Therefore, alternative, low-carbon sources of energy are urgently needed for the world to be able to reduce CO2 emissions and limit global warming temperature rises as well as to increase energy security and eliminate fuel poverty.
Coalmines are just the place to help with this, despite their ‘dirty’ past. They can provide a low carbon alternative for heat production, and here is how.
Heat beneath our feet
There are vast amounts of energy stored in the Earth beneath our feet, which are ultimately provided from two sources: the earth and the sun. Decay of radioactive elements in the Earth’s core provides a constant supply of heat within the earth that dissipates up to the crust. As a result, the deeper we drill into the earth the warmer it gets, with temperatures rising by about 2.5°C for every 100m of depth.
At the same time, the insulating effect of the shallow subsurface is able to store heat from sunlight as well as that lost to the subsurface from the basements of buildings and from other subsurface infrastructure in cities, such as sewers or tunnels . This heat resource is typically distributed by natural groundwater systems and through man-made structures such as the abandoned coal-mines that underlie many of the UK’s cities and towns.

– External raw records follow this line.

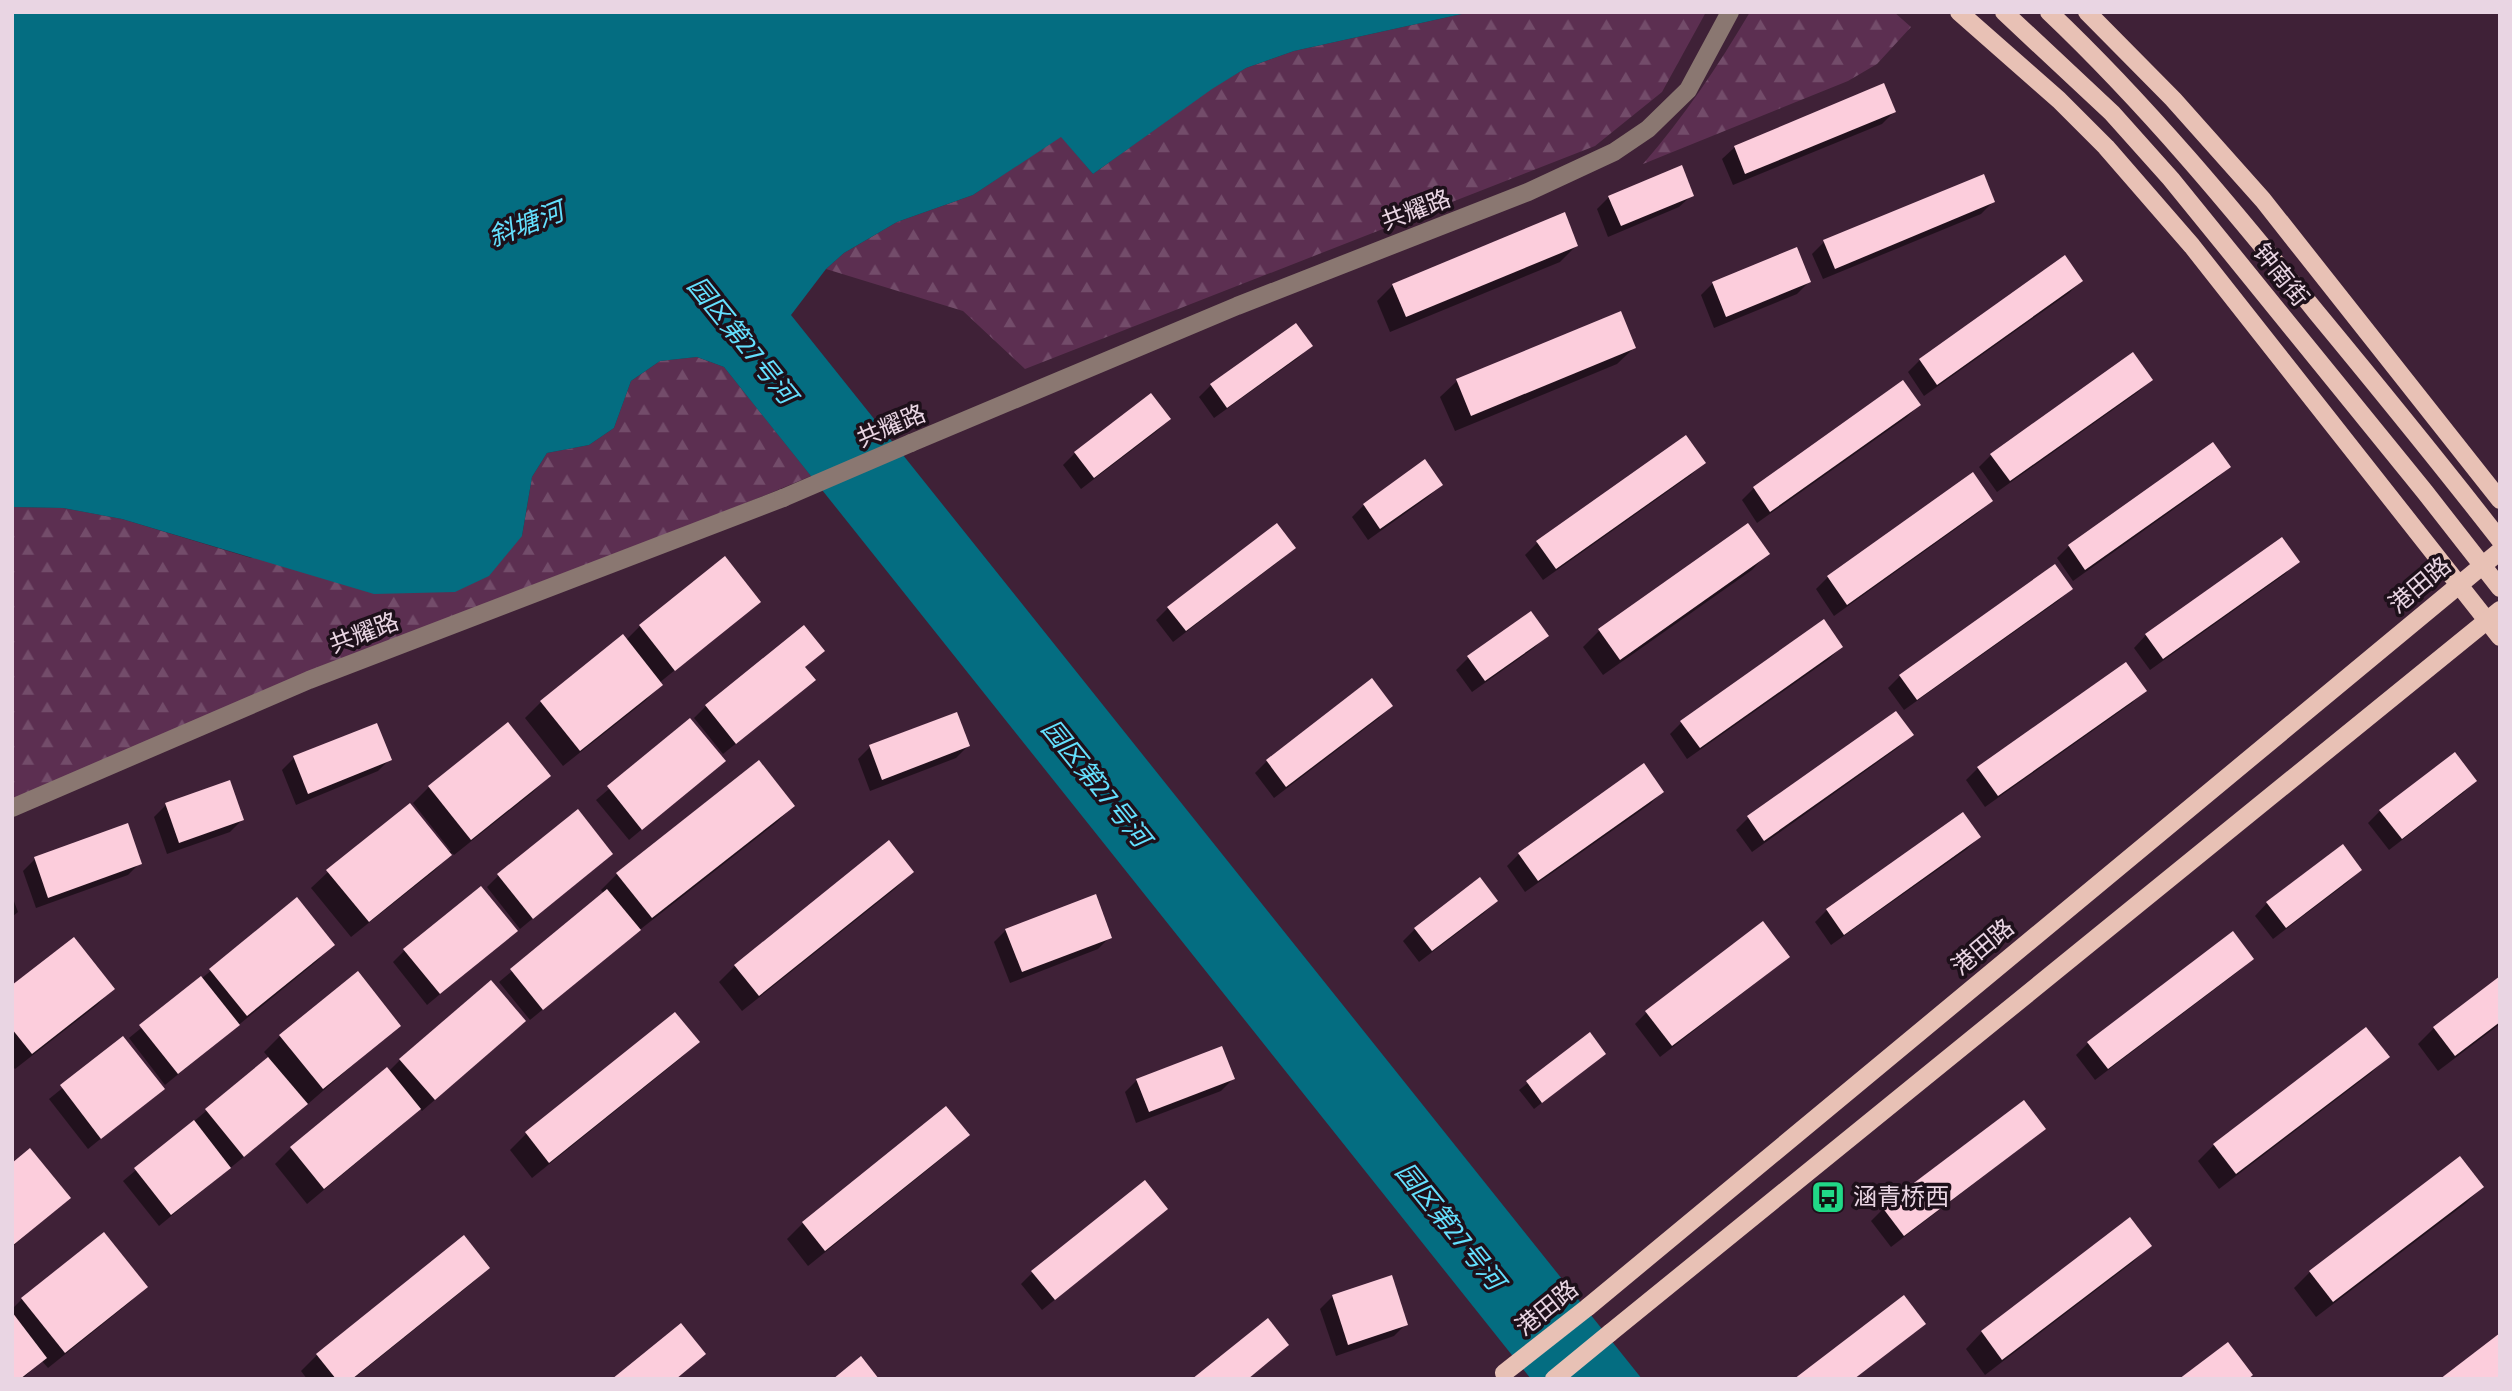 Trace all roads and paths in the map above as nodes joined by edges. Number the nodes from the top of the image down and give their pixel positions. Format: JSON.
{"nodes":[{"id":1,"x":1730,"y":12,"type":"edge"},
{"id":2,"x":1959,"y":12,"type":"edge"},
{"id":3,"x":2004,"y":12,"type":"edge"},
{"id":4,"x":2049,"y":12,"type":"edge"},
{"id":5,"x":2087,"y":12,"type":"edge"},
{"id":6,"x":2500,"y":500,"type":"edge"},
{"id":7,"x":2500,"y":540,"type":"edge"},
{"id":8,"x":2500,"y":551,"type":"edge"},
{"id":9,"x":2458,"y":585,"type":"junction"},
{"id":10,"x":2500,"y":588,"type":"edge"},
{"id":11,"x":2493,"y":615,"type":"edge"},
{"id":12,"x":2500,"y":638,"type":"edge"},
{"id":13,"x":12,"y":808,"type":"edge"},
{"id":14,"x":1500,"y":1376,"type":"edge"},
{"id":15,"x":1554,"y":1379,"type":"edge"}],
"edges":[{"from":1,"to":13,"type":"street","name":"共耀路","bridge":true},
{"from":2,"to":9,"type":"main road"},
{"from":3,"to":10,"type":"main road","name":"钟南街","bridge":true},
{"from":4,"to":7,"type":"main road","name":"钟南街"},
{"from":5,"to":6,"type":"main road"},
{"from":8,"to":9,"type":"main road","name":"港田路"},
{"from":9,"to":11,"type":"main road"},
{"from":9,"to":14,"type":"main road","name":"港田路","bridge":true},
{"from":11,"to":12,"type":"main road"},
{"from":11,"to":15,"type":"main road","bridge":true}]} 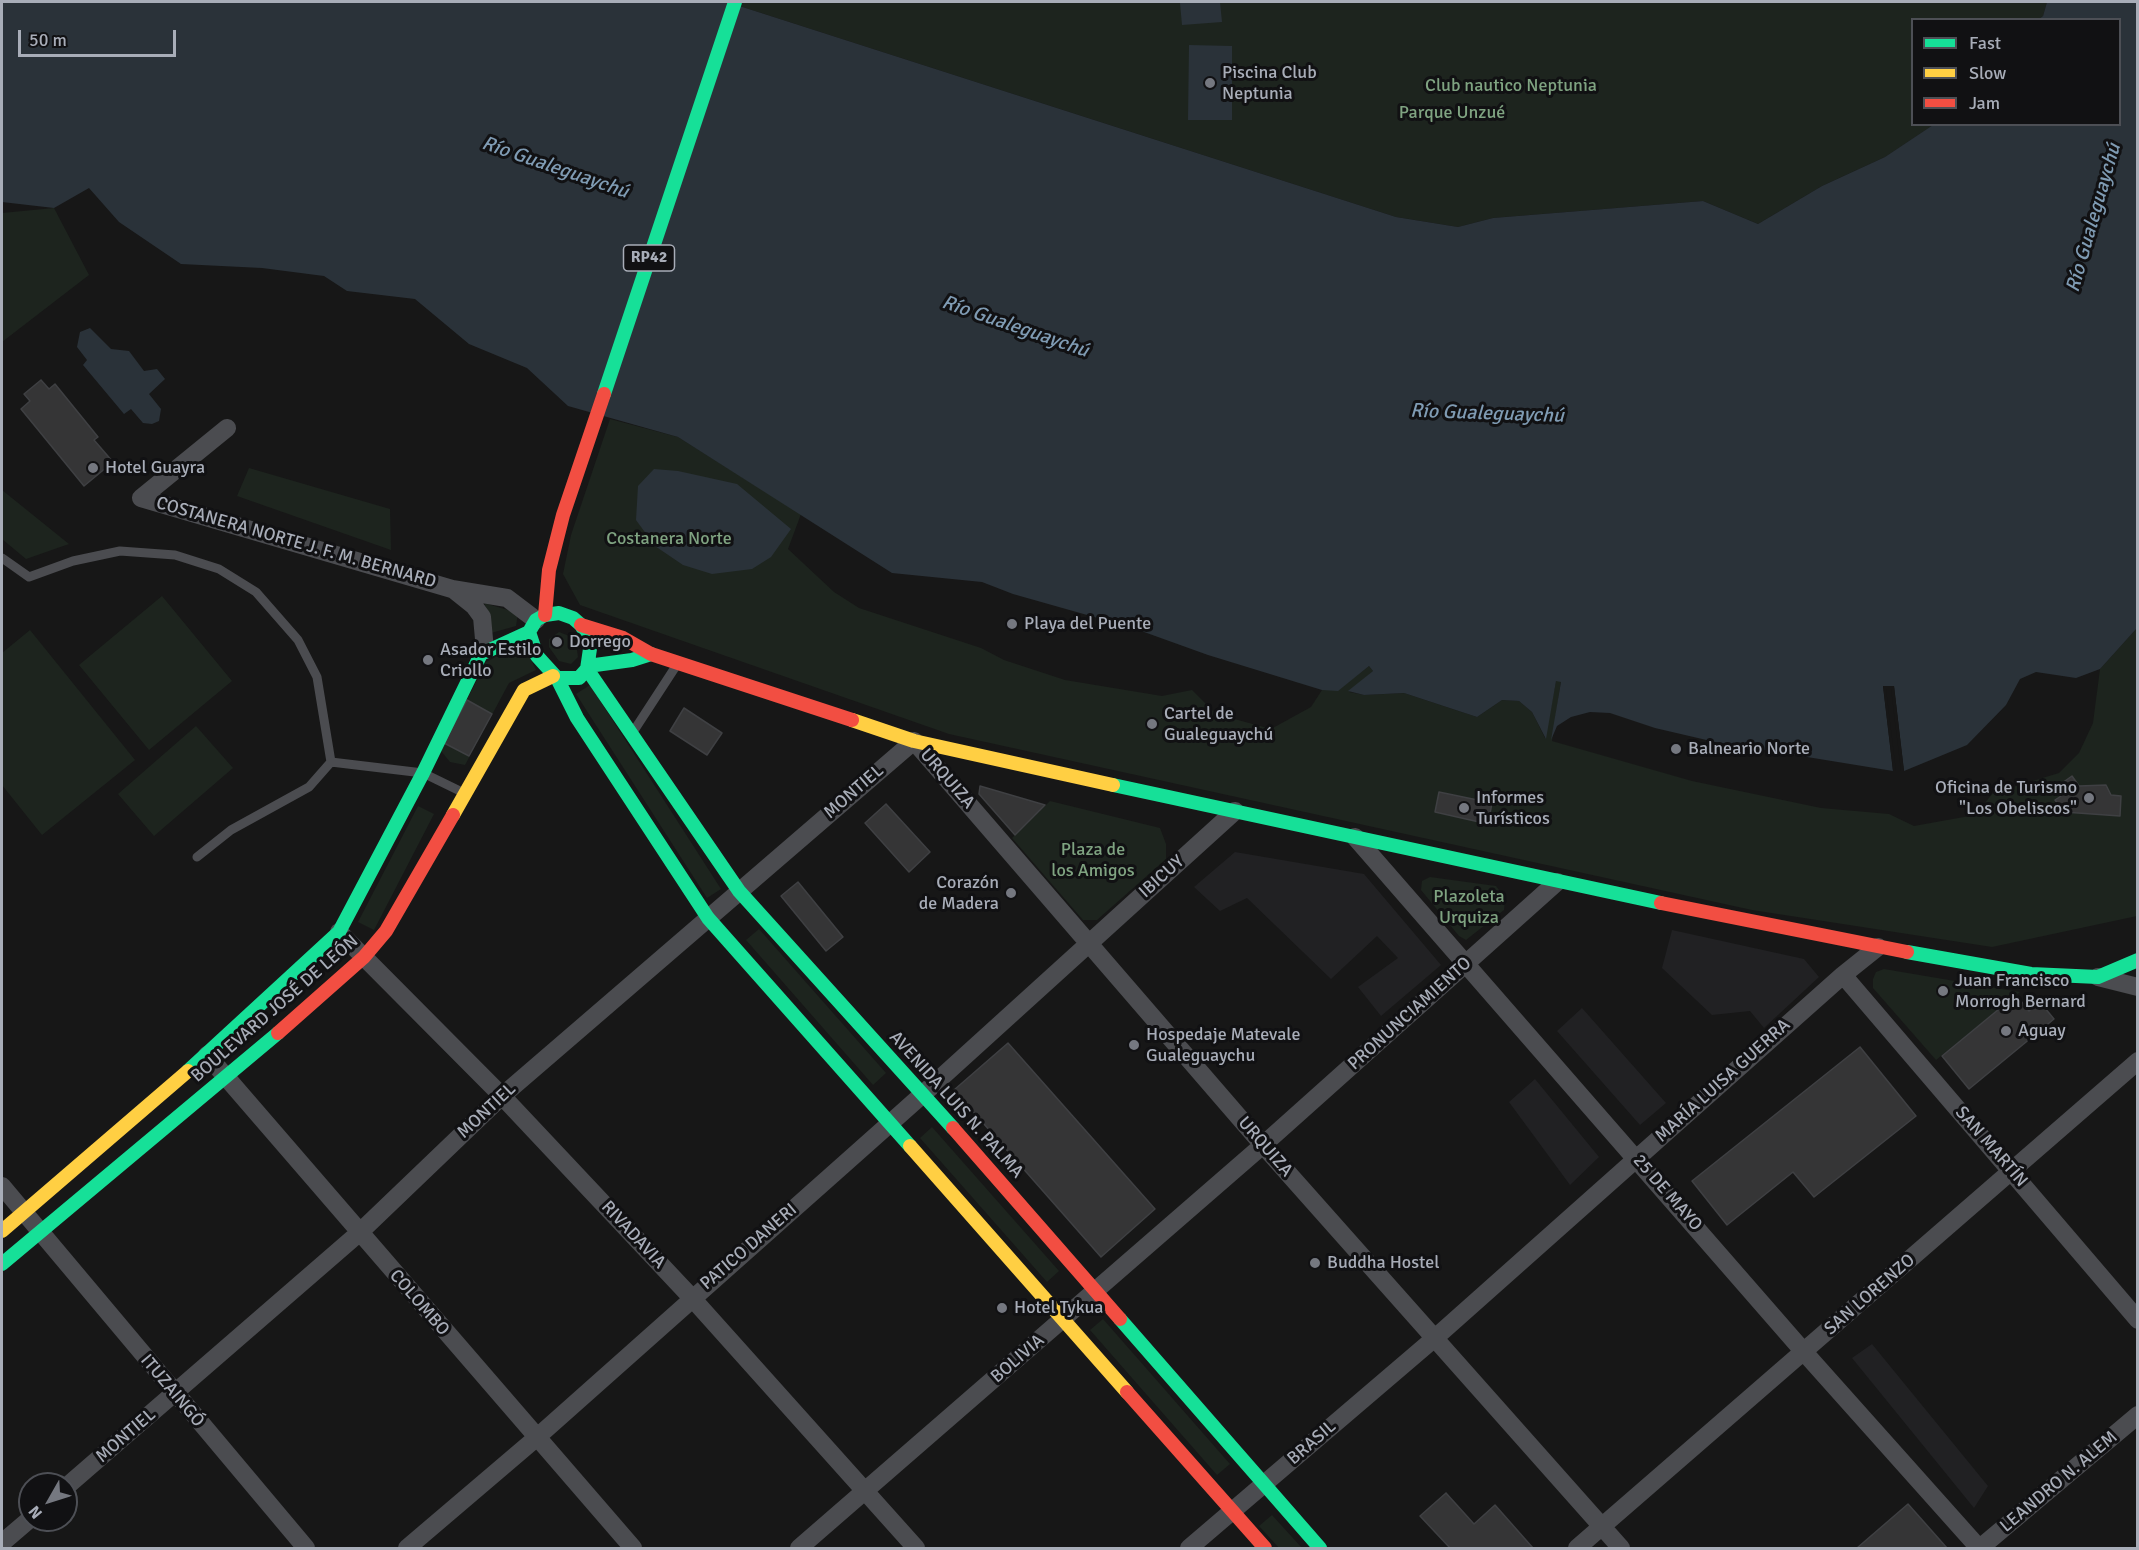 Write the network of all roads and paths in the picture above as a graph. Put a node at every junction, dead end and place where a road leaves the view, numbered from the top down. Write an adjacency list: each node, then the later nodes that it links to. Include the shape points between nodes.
1 (735, 2): 5 (main road, RP42, via 563,515)
2 (227, 428): 4 (street, COSTANERA NORTE J. F. M. BERNARD, via 141,498)
3 (2, 558): 14 (lane, via 28,577 73,561 120,551 175,555 219,568 255,592 298,640 317,677)
4 (452, 589): 5 (street, COSTANERA NORTE J. F. M. BERNARD, via 507,598); 7 (street, COSTANERA NORTE J. F. M. BERNARD, via 482,617)
5 (537, 622): 6 (main road, via 559,613); 7 (main road); 11 (main road, via 537,656)
6 (581, 625): 8 (main road, via 623,638); 10 (main road, via 591,642)
7 (485, 650): 15 (main road, BOULEVARD JOSÉ DE LEÓN)
8 (651, 654): 9 (main road); 10 (main road)
9 (678, 663): 12 (lane); 13 (main road)
10 (587, 667): 11 (main road, via 579,678 567,681); 12 (main road, AVENIDA LUIS N. PALMA)
11 (555, 677): 16 (main road, BOULEVARD JOSÉ DE LEÓN, via 524,690); 22 (main road, via 577,718)
12 (632, 734): 21 (main road, AVENIDA LUIS N. PALMA)
13 (914, 741): 17 (main road); 21 (street, MONTIEL); 24 (street, URQUIZA)
14 (332, 762): 15 (lane); 19 (lane, via 309,787 231,830)
15 (423, 773): 16 (lane); 23 (main road, BOULEVARD JOSÉ DE LEÓN)
16 (467, 794): 26 (main road, BOULEVARD JOSÉ DE LEÓN, via 386,931)
17 (1235, 811): 18 (main road); 24 (street, IBICUY)
18 (1354, 836): 20 (main road); 28 (street, 25 DE MAYO)
19 (197, 857)
20 (1557, 882): 25 (main road); 28 (street, PRONUNCIAMIENTO)
21 (739, 891): 22 (street, MONTIEL); 35 (main road, AVENIDA LUIS N. PALMA)
22 (708, 918): 36 (street, MONTIEL); 37 (main road)
23 (339, 932): 26 (street, RIVADAVIA); 32 (main road, BOULEVARD JOSÉ DE LEÓN)
24 (1088, 943): 35 (street, PATICO DANERI); 38 (street, URQUIZA)
25 (1878, 947): 29 (street, MARÍA LUISA GUERRA); 30 (main road, via 2031,974)
26 (364, 957): 34 (main road, BOULEVARD JOSÉ DE LEÓN); 36 (street, RIVADAVIA)
27 (2138, 960): 30 (main road)
28 (1467, 964): 38 (street, PRONUNCIAMIENTO); 39 (street, 25 DE MAYO)
29 (1843, 975): 39 (street, MARÍA LUISA GUERRA); 40 (street, SAN MARTÍN)
30 (2098, 977): 31 (street)
31 (2138, 987)
32 (207, 1055): 34 (street, COLOMBO); 42 (main road, BOULEVARD JOSÉ DE LEÓN)
33 (2138, 1061): 40 (street, SAN LORENZO)
34 (226, 1078): 44 (main road, BOULEVARD JOSÉ DE LEÓN); 45 (street, COLOMBO)
35 (923, 1094): 37 (street, PATICO DANERI); 47 (main road, AVENIDA LUIS N. PALMA)
36 (502, 1096): 45 (street, MONTIEL); 48 (street, RIVADAVIA)
37 (890, 1124): 48 (street, PATICO DANERI); 49 (main road)
38 (1263, 1145): 47 (street, BOLIVIA); 51 (street, URQUIZA)
39 (1637, 1158): 51 (street, MARÍA LUISA GUERRA); 52 (street, 25 DE MAYO)
40 (2012, 1171): 50 (street, SAN MARTÍN); 52 (street, SAN LORENZO)
41 (2, 1186): 42 (street, ITUZAINGÓ)
42 (24, 1212): 43 (main road, BOULEVARD JOSÉ DE LEÓN); 44 (street, ITUZAINGÓ)
43 (2, 1231)
44 (41, 1231): 46 (main road, BOULEVARD JOSÉ DE LEÓN); 53 (street, ITUZAINGÓ)
45 (359, 1233): 53 (street, MONTIEL); 55 (street, COLOMBO)
46 (2, 1264)
47 (1096, 1291): 49 (street, BOLIVIA); 57 (main road, AVENIDA LUIS N. PALMA)
48 (692, 1298): 55 (street, PATICO DANERI); 58 (street, RIVADAVIA)
49 (1062, 1320): 58 (street, BOLIVIA); 59 (main road)
50 (2138, 1320)
51 (1436, 1337): 57 (street, BRASIL); 60 (street, URQUIZA)
52 (1804, 1352): 60 (street, SAN LORENZO); 73 (street, 25 DE MAYO)
53 (174, 1394): 56 (street, MONTIEL); 63 (street, ITUZAINGÓ)
54 (2138, 1415): 73 (street, LEANDRO N. ALEM)
55 (536, 1438): 64 (street, PATICO DANERI); 65 (street, COLOMBO)
56 (78, 1477)
57 (1265, 1483): 59 (street, BRASIL); 70 (main road, AVENIDA LUIS N. PALMA)
58 (865, 1491): 66 (street, BOLIVIA); 67 (street, RIVADAVIA)
59 (1232, 1511): 68 (street, BRASIL); 69 (main road)
60 (1602, 1527): 71 (street, SAN LORENZO); 72 (street, URQUIZA)
61 (18, 1529): 62 (street)
62 (2, 1543)
63 (306, 1548)
64 (407, 1548)
65 (633, 1548)
66 (799, 1548)
67 (916, 1548)
68 (1189, 1548)
69 (1265, 1548)
70 (1320, 1548)
71 (1577, 1548)
72 (1621, 1548)
73 (1980, 1548)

Abandoned coal mines comprise networks of flooded voids with water flowing at depths of a few tens of metres to several hundred of metres below the surface. Even in the shallower mines, temperatures of mine water are elevated, typically around 12-16°C and often higher, especially where mines are deep.
It is this resource that can be exploited for space heating through use of a simple, but ingenious piece of technology: Ground Source Heat Pump systems. These systems take the energy from the thermally-enhanced mine water and upgrade it to higher temperatures, e.g., around 40-50°C, for use in domestic heating.